Assim não póde haver administração, e não admira que as matas não dêem para o seu custeio.
A proposito de matas e pinhaes, e a proposito do sr. ministro das obras publicas ser tão facil em dar gratificações, vou dar conhecimento á camara de uma nota que aqui tenho, e é interessante.
O actual administrador das matas, que é encyclopedico, e areio ter o dom da ubiquidade, recebe por mez, nada mais, nem nada menos, do que os seguintes vencimentos:
Como capitão de engenheria, soldo e gratificação 65$000
Ajuda de custo permanente 22$500
Ajuda de custo como vogal da commissão de inquerito ás estradas do Algarve 25$000
Ajuda de custo como administrador geral das matas 58$000
Ajuda de custo como professor do instituto industrial 37$5OO
Total por mez 208$000
É uma totalidade de 208$000 réis por mez, quasi o ordenado de um ministro d'estado!
É verdade que elle tem a habilidade de poder exercer muitas funcções ao mesmo tempo.

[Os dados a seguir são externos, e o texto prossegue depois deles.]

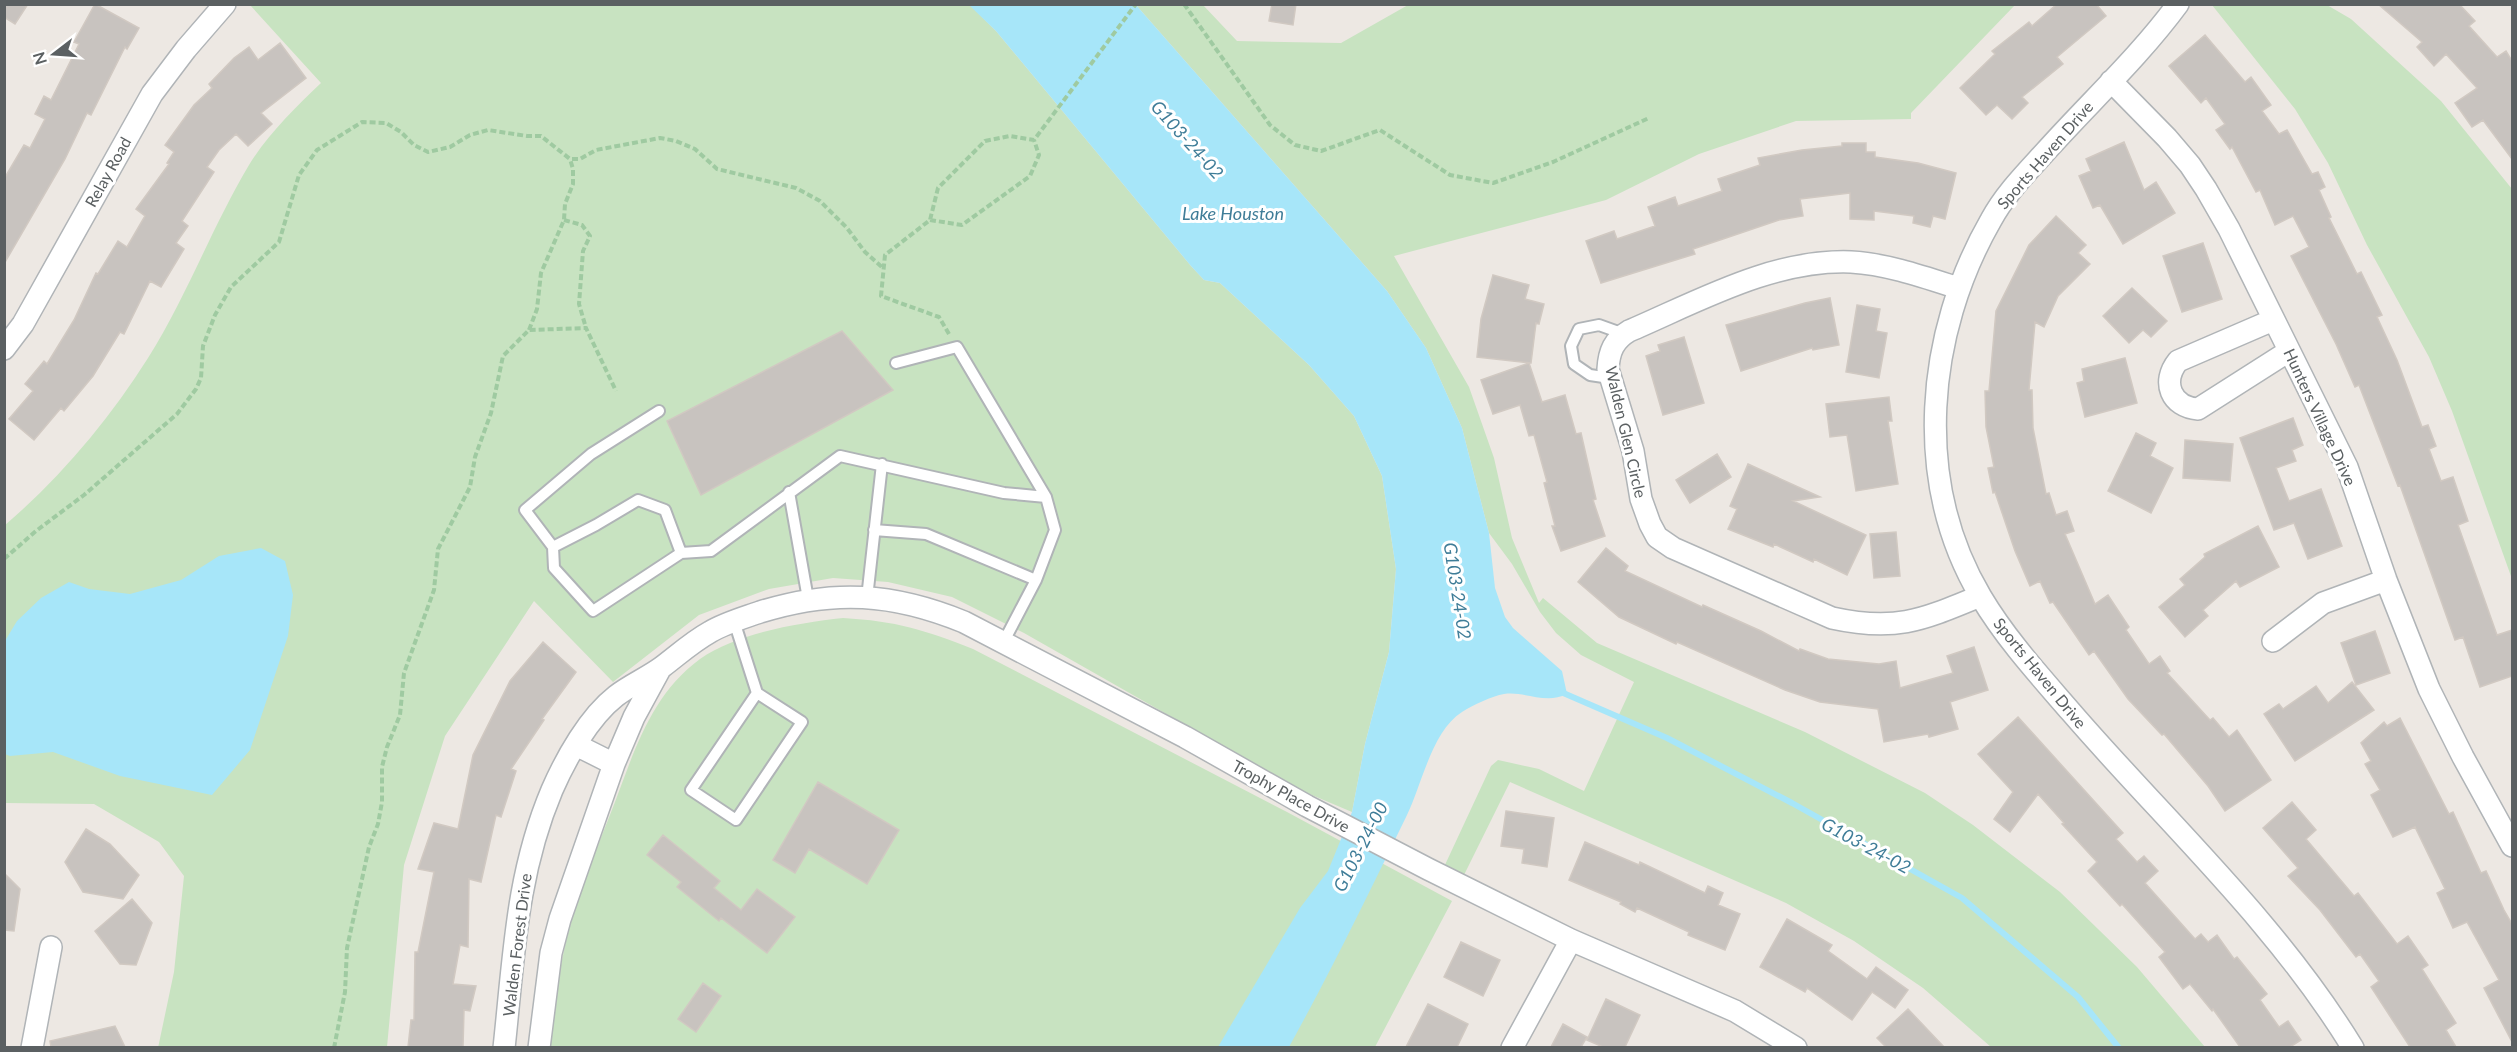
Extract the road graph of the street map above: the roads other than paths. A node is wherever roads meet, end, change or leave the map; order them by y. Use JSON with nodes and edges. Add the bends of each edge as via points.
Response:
{"nodes":[{"id":1,"x":225,"y":4,"type":"edge"},
{"id":2,"x":2178,"y":4,"type":"edge"},
{"id":3,"x":2111,"y":81,"type":"junction"},
{"id":4,"x":1958,"y":288,"type":"junction"},
{"id":5,"x":2273,"y":320,"type":"junction"},
{"id":6,"x":1623,"y":334,"type":"junction"},
{"id":7,"x":4,"y":349,"type":"edge"},
{"id":8,"x":2289,"y":351,"type":"junction"},
{"id":9,"x":896,"y":363,"type":"dead end"},
{"id":10,"x":1610,"y":378,"type":"junction"},
{"id":11,"x":659,"y":411,"type":"dead end"},
{"id":12,"x":882,"y":464,"type":"junction"},
{"id":13,"x":789,"y":492,"type":"junction"},
{"id":14,"x":1046,"y":497,"type":"junction"},
{"id":15,"x":874,"y":530,"type":"junction"},
{"id":16,"x":553,"y":547,"type":"junction"},
{"id":17,"x":681,"y":553,"type":"junction"},
{"id":18,"x":1036,"y":580,"type":"junction"},
{"id":19,"x":2386,"y":580,"type":"junction"},
{"id":20,"x":1980,"y":596,"type":"junction"},
{"id":21,"x":867,"y":598,"type":"junction"},
{"id":22,"x":808,"y":599,"type":"junction"},
{"id":23,"x":734,"y":621,"type":"junction"},
{"id":24,"x":2273,"y":641,"type":"dead end"},
{"id":25,"x":1003,"y":643,"type":"junction"},
{"id":26,"x":661,"y":668,"type":"junction"},
{"id":27,"x":757,"y":693,"type":"junction"},
{"id":28,"x":576,"y":745,"type":"junction"},
{"id":29,"x":614,"y":765,"type":"junction"},
{"id":30,"x":2512,"y":846,"type":"edge"},
{"id":31,"x":1571,"y":940,"type":"junction"},
{"id":32,"x":51,"y":947,"type":"dead end"},
{"id":33,"x":32,"y":1047,"type":"edge"},
{"id":34,"x":504,"y":1047,"type":"edge"},
{"id":35,"x":539,"y":1047,"type":"edge"},
{"id":36,"x":1512,"y":1047,"type":"edge"},
{"id":37,"x":1796,"y":1047,"type":"edge"},
{"id":38,"x":2353,"y":1047,"type":"edge"}],
"edges":[{"from":1,"to":7,"type":"street","name":"Relay Road","via":[[152,94],[23,324]]},
{"from":2,"to":3,"type":"street","name":"Sports Haven Drive"},
{"from":3,"to":4,"type":"street","name":"Sports Haven Drive","via":[[2014,186],[1975,248]]},
{"from":3,"to":5,"type":"street","name":"Hunters Village Drive","via":[[2167,138],[2206,189]]},
{"from":4,"to":6,"type":"street","via":[[1867,264],[1819,264],[1756,278]]},
{"from":4,"to":20,"type":"street","name":"Sports Haven Drive","via":[[1935,395],[1936,449],[1956,540]]},
{"from":5,"to":8,"type":"street","name":"Hunters Village Drive"},
{"from":5,"to":8,"type":"street","via":[[2178,362],[2170,371],[2172,392],[2185,408],[2198,409]]},
{"from":6,"to":10,"type":"street","name":"Walden Glen Circle","via":[[1608,358]]},
{"from":6,"to":10,"type":"lane","via":[[1599,325],[1579,330],[1571,346],[1574,364],[1590,375]]},
{"from":8,"to":19,"type":"street","name":"Hunters Village Drive","via":[[2347,467]]},
{"from":9,"to":14,"type":"lane","via":[[957,347]]},
{"from":10,"to":20,"type":"street","name":"Walden Glen Circle","via":[[1650,524],[1658,537],[1673,548],[1832,618],[1859,624],[1913,622]]},
{"from":11,"to":16,"type":"lane","via":[[591,454],[525,510]]},
{"from":12,"to":13,"type":"lane","via":[[840,456]]},
{"from":12,"to":14,"type":"lane","via":[[1004,493]]},
{"from":12,"to":15,"type":"lane"},
{"from":13,"to":17,"type":"lane","via":[[711,551]]},
{"from":13,"to":22,"type":"lane"},
{"from":14,"to":18,"type":"lane","via":[[1054,530]]},
{"from":15,"to":18,"type":"lane","via":[[926,534]]},
{"from":15,"to":21,"type":"lane"},
{"from":16,"to":17,"type":"lane","via":[[638,500],[664,510]]},
{"from":16,"to":17,"type":"lane","via":[[554,568],[592,611]]},
{"from":18,"to":25,"type":"lane"},
{"from":19,"to":24,"type":"street","via":[[2323,603]]},
{"from":19,"to":30,"type":"street","name":"Hunters Village Drive","via":[[2429,689]]},
{"from":20,"to":38,"type":"street","name":"Sports Haven Drive","via":[[2026,660],[2275,939]]},
{"from":21,"to":22,"type":"street","name":"Trophy Place Drive"},
{"from":21,"to":25,"type":"street","name":"Trophy Place Drive","via":[[935,610]]},
{"from":22,"to":23,"type":"street","name":"Walden Forest Drive"},
{"from":23,"to":26,"type":"street","name":"Walden Forest Drive","via":[[711,631]]},
{"from":23,"to":27,"type":"lane"},
{"from":25,"to":31,"type":"street","name":"Trophy Place Drive","via":[[1185,737],[1307,806]]},
{"from":26,"to":28,"type":"street","name":"Walden Forest Drive","via":[[615,696]]},
{"from":26,"to":29,"type":"street","name":"Walden Forest Drive"},
{"from":27,"to":27,"type":"lane","via":[[691,790],[736,820],[802,722]]},
{"from":28,"to":29,"type":"street"},
{"from":28,"to":34,"type":"street","name":"Walden Forest Drive","via":[[541,817],[524,875]]},
{"from":29,"to":35,"type":"street","name":"Walden Forest Drive","via":[[554,942]]},
{"from":31,"to":36,"type":"street"},
{"from":31,"to":37,"type":"street","name":"Trophy Place Drive","via":[[1735,1011]]},
{"from":32,"to":33,"type":"street"}]}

Exerce-as no Algarve, no instituto industrial de Lisboa, está nas matas, emfim, é immenso, está em toda a parte, abrange a um tempo serviços differentes e em logares distantes, e é justo que por tudo tenha retribuição.
Já é, sr. presidente, ter dons extraordinarios!
Mas é isto um governo serio?
É isto ser reformador de abusos e restaurador da moralidade?